What is being asked: Verbatim copy, images removed: write out the entries below.

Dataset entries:
[Start of section]
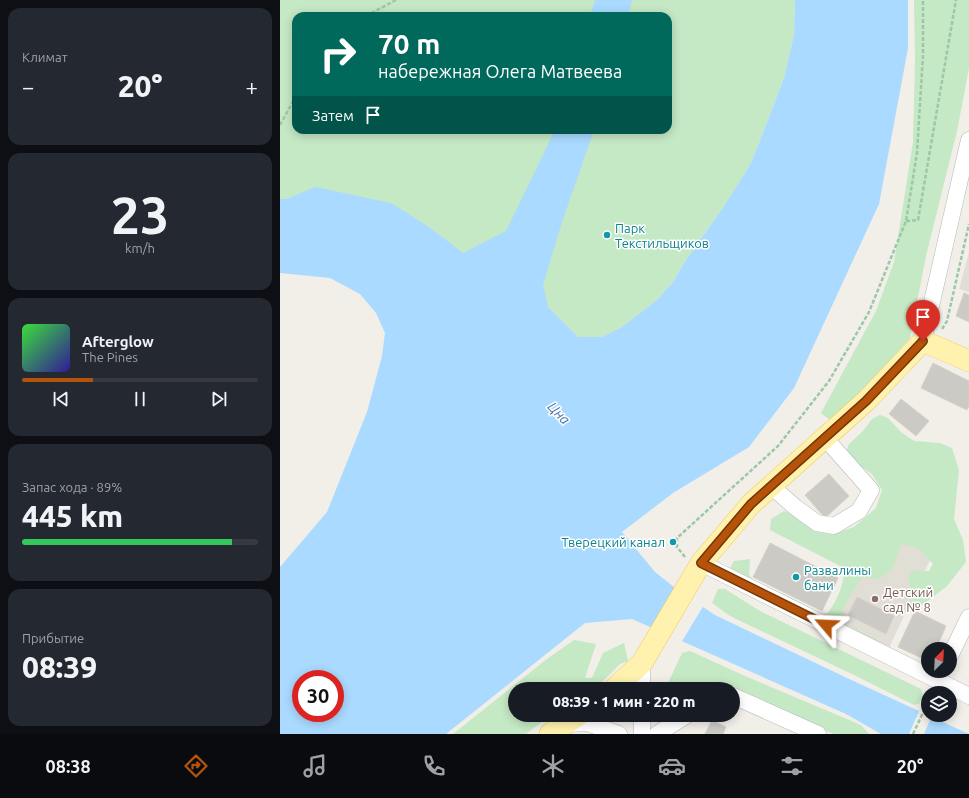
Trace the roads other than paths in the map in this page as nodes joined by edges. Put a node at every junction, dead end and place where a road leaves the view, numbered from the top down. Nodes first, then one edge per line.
1 (969, 140) edge
2 (923, 341) junction
3 (969, 361) edge
4 (825, 438) junction
5 (771, 486) junction
6 (701, 563) junction
7 (969, 617) edge
8 (957, 642) edge
9 (642, 663) junction
10 (921, 667) edge
11 (943, 678) edge
12 (622, 682) edge
13 (642, 682) edge
14 (969, 696) edge
15 (740, 699) edge
16 (642, 722) edge
17 (676, 722) edge
18 (566, 724) edge
19 (619, 734) edge
20 (642, 734) edge
21 (657, 734) edge
22 (818, 734) edge

1 - 2 street
2 - 3 main road
2 - 4 main road
4 - 5 main road
4 - 5 street
5 - 6 main road
6 - 9 main road
6 - 10 street
7 - 8 street
9 - 12 main road
9 - 13 street
11 - 14 street
15 - 22 street
16 - 20 street
17 - 21 street
18 - 19 street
[End of section]
Solution to this task:
Trace the roads other than paths in the map in this page as nodes joined by edges. Put a node at every junction, dead end and place where a road leaves the view, numbered from the top down. Nodes first, then one edge per line.
1 (969, 140) edge
2 (923, 341) junction
3 (969, 361) edge
4 (825, 438) junction
5 (771, 486) junction
6 (701, 563) junction
7 (969, 617) edge
8 (957, 642) edge
9 (642, 663) junction
10 (921, 667) edge
11 (943, 678) edge
12 (622, 682) edge
13 (642, 682) edge
14 (969, 696) edge
15 (740, 699) edge
16 (642, 722) edge
17 (676, 722) edge
18 (566, 724) edge
19 (619, 734) edge
20 (642, 734) edge
21 (657, 734) edge
22 (818, 734) edge

1 - 2 street
2 - 3 main road
2 - 4 main road
4 - 5 main road
4 - 5 street
5 - 6 main road
6 - 9 main road
6 - 10 street
7 - 8 street
9 - 12 main road
9 - 13 street
11 - 14 street
15 - 22 street
16 - 20 street
17 - 21 street
18 - 19 street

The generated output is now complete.